Habitat dei delfini in Egitto

I delfini si trovano in diverse aree marittime egiziane. Nel Mar Mediterraneo, popolano le coste settentrionali vicino ad Alessandria e Marsa Matrouh. Il Golfo di Suez, all’estremità nord del Mar Rosso, ospita tursiopi e delfini gobbi anche nei pressi del Canale di Suez e del porto. Il Golfo di Aqaba, a sud, è celebre per la sua biodiversità marina ed è un luogo privilegiato per l’avvistamento, in particolare lungo la costa meridionale del Mar Rosso.

Minacce per i delfini

Le popolazioni di delfini in Egitto sono colpite da vari fattori ambientali:

  • Inquinamento: Rappresenta una minaccia principale, poiché contamina le fonti di cibo e danneggia la salute degli animali. Proviene da scarichi agricoli, industriali e fognari.
  • Pesca eccessiva: Riduce drasticamente il numero di pesci e prede di cui i delfini si nutrono, alterando l’intero ecosistema marino.
  • Perdita di habitat: Lo sviluppo costiero e l’urbanizzazione distruggono i rifugi naturali dei delfini. Anche il cambiamento climatico gioca un ruolo chiave, causando l’innalzamento del livello del mare e l’acidificazione degli oceani.

Sforzi di conservazione in Egitto

Diverse iniziative sono in atto per proteggere queste creature:

  1. Riduzione dell’inquinamento: Applicazione di regolamenti più severi sugli scarichi industriali e promozione di un’agricoltura sostenibile.
  2. Regolamentazione della pesca: Creazione di aree marine protette e quote di pesca per contrastare la pesca illegale.
  3. Protezione degli habitat: Limitazione dello sviluppo costiero e tutela delle mangrovie e delle barriere coralline.
  4. Sensibilizzazione: Organizzazioni che promuovono programmi educativi per spiegare l’importanza della conservazione marina.

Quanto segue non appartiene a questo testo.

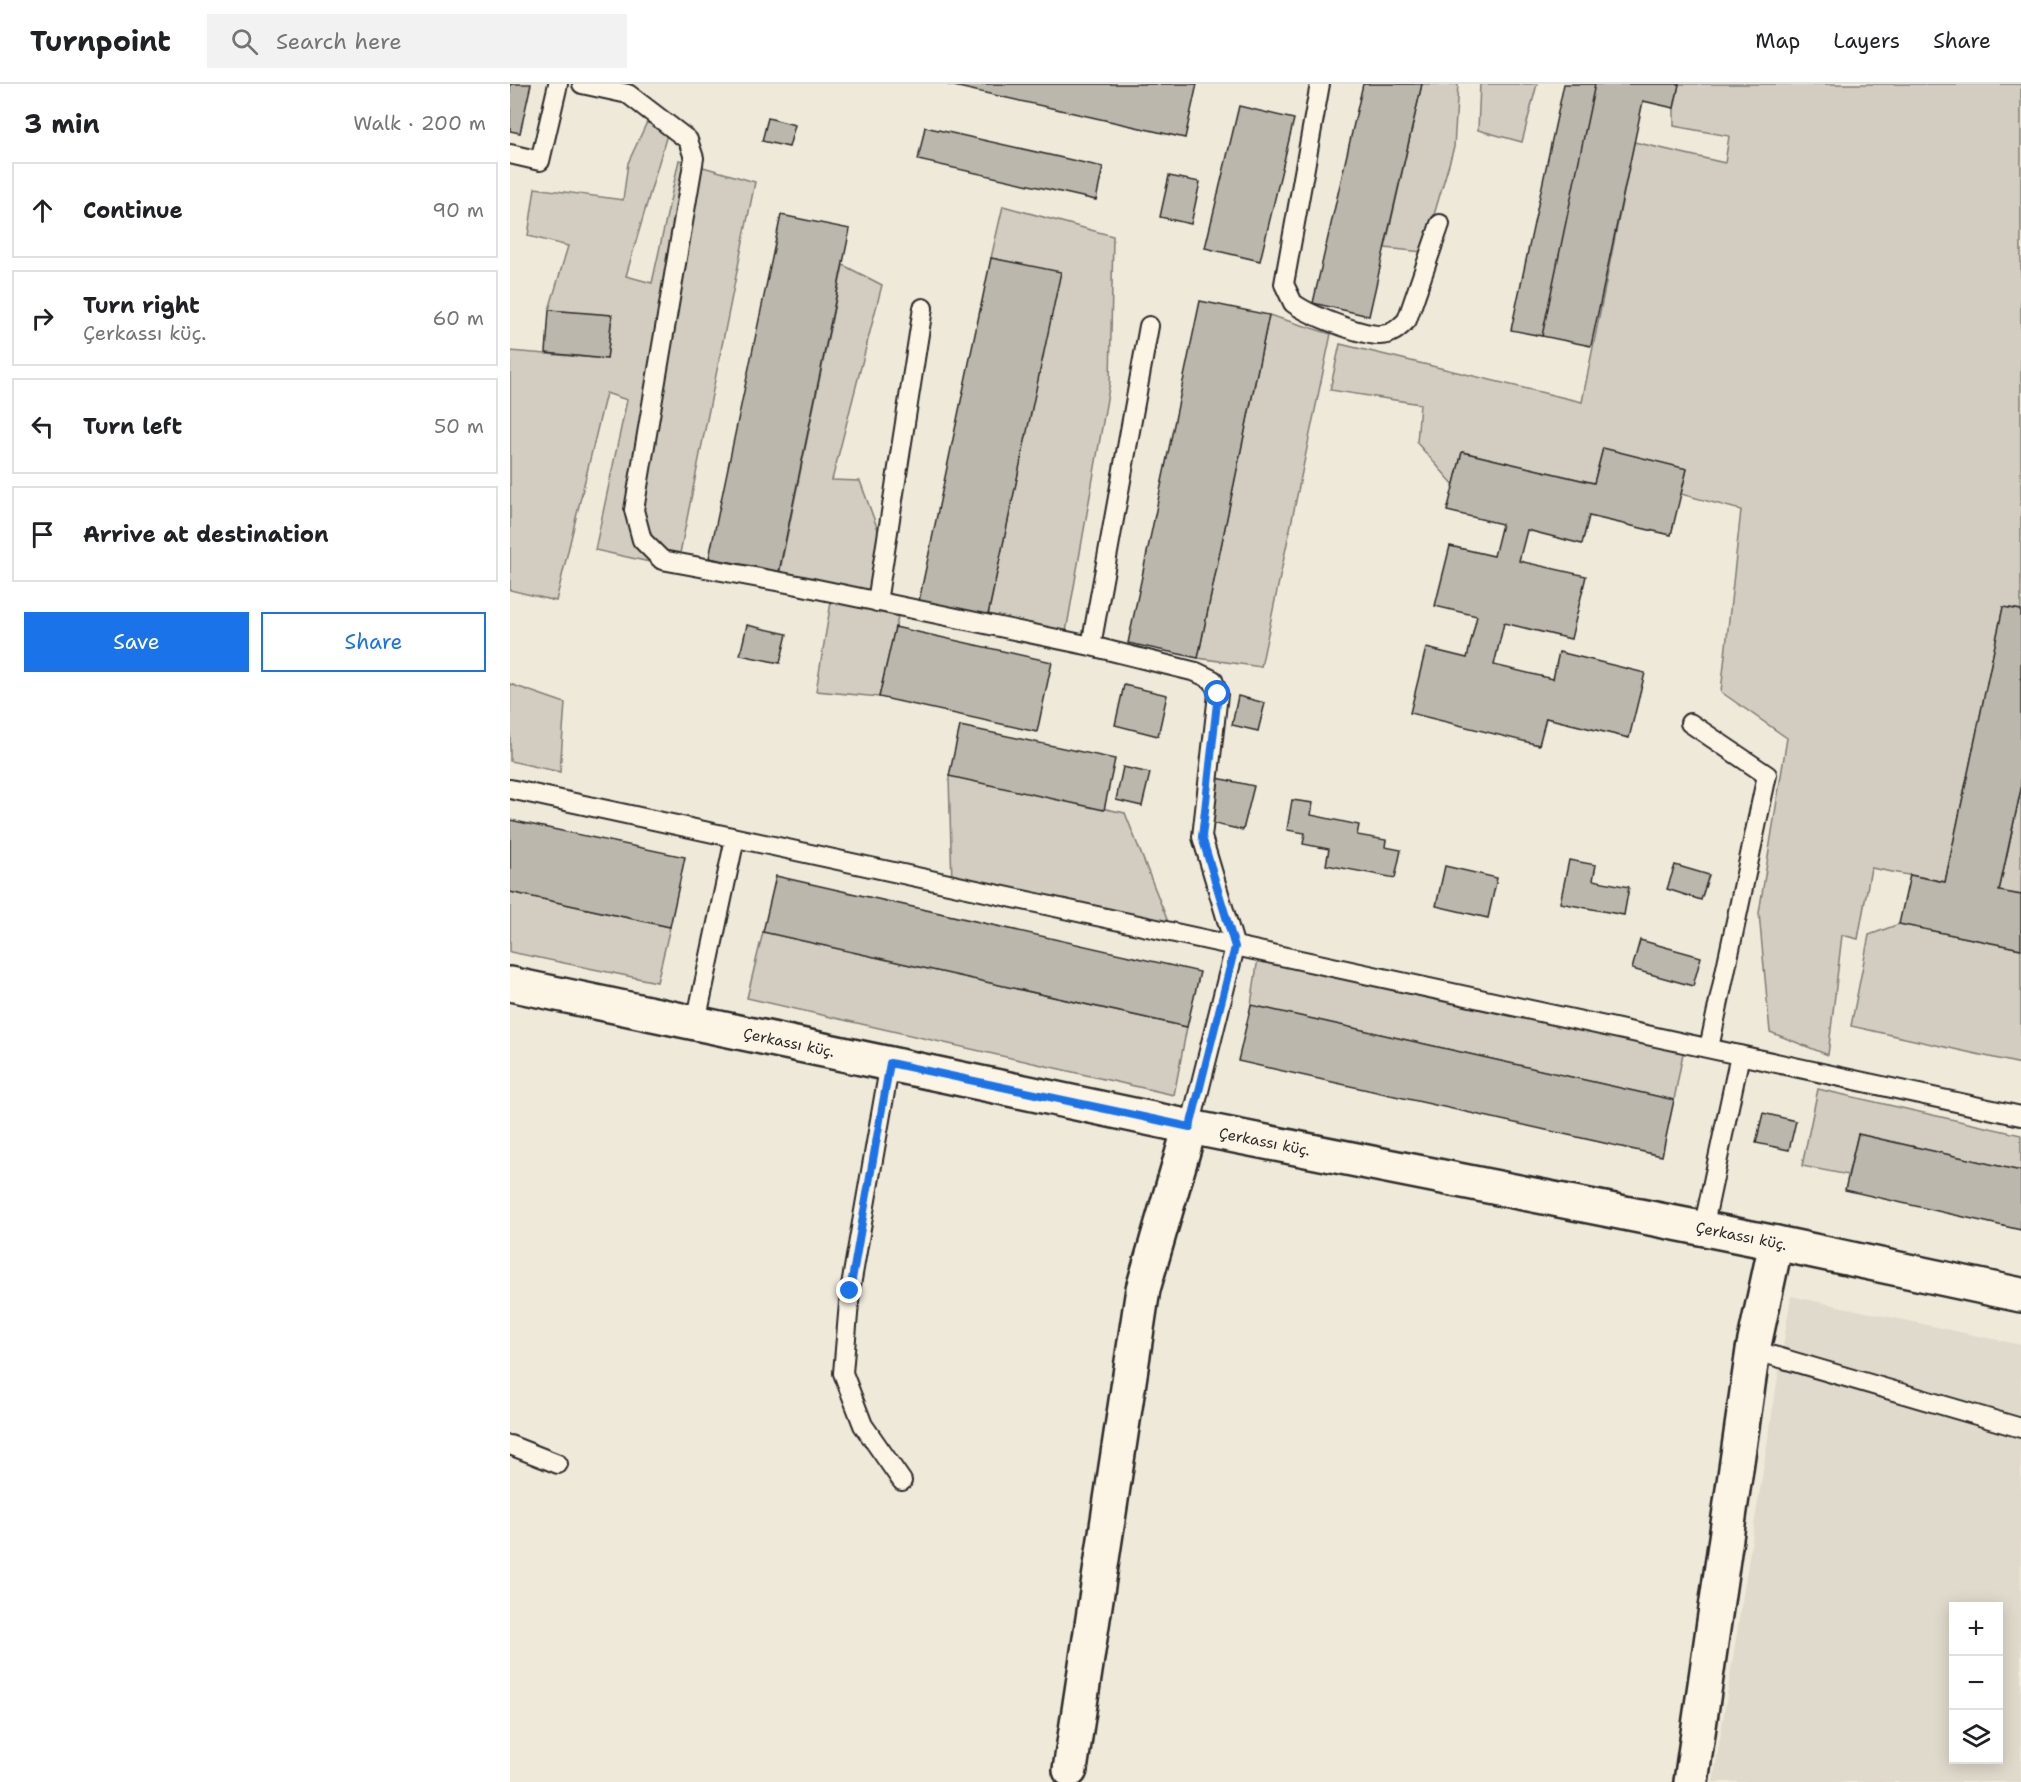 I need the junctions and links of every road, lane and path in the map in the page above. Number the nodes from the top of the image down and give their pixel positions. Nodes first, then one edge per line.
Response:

Il governo egiziano e diverse ONG collaborano inoltre a programmi di ricerca per studiare il comportamento e gli habitat dei delfini.

Turismo e Dolphin Watching in Egitto

L’osservazione dei delfini è un’attività di punta, specialmente a Hurghada, Marsa Alam e Sharm El Sheikh. Le compagnie offrono tour in barca, escursioni di snorkeling, immersioni e persino l’esperienza di nuotare con i delfini.

Tra le migliori cose da fare a Hurghada ci sono le gite verso il reef di Shaab El Erg, mentre a Marsa Alam spiccano il Sataya Dolphin Reef e il reef di Samadai (conosciuto come Dolphin House). Gli operatori devono seguire linee guida rigorose per minimizzare il disturbo agli animali e rispettare l’ambiente marino.

Posso nuotare con i delfini in Egitto?

Sì, esistono due opzioni principali:

  • Nel loro habitat naturale: È l’opzione più emozionante. A Marsa Alam si visita la Dolphin House di Samadai o il reef di Sataya vicino a Hamata. A Hurghada, gli avvistamenti sono quotidiani vicino a El Gouna o Shaab El Erg durante le escursioni giornaliere in barca.
  • In un delfinario: Ad esempio a Makadi Bay, dove è possibile nuotare con un istruttore professionista in una piscina dedicata.

Conclusione

I delfini possono rimanere sott’acqua dai 15 ai 30 minuti e vivere in media 20-25 anni (fino a 33 per i tursiopi). Vivendo in gruppi chiamati pod, si difendono a vicenda, rendendo rari gli attacchi da parte degli squali. Proteggere queste specie è vitale non solo per la biodiversità, ma per preservare il patrimonio naturale dell’Egitto per le generazioni a venire.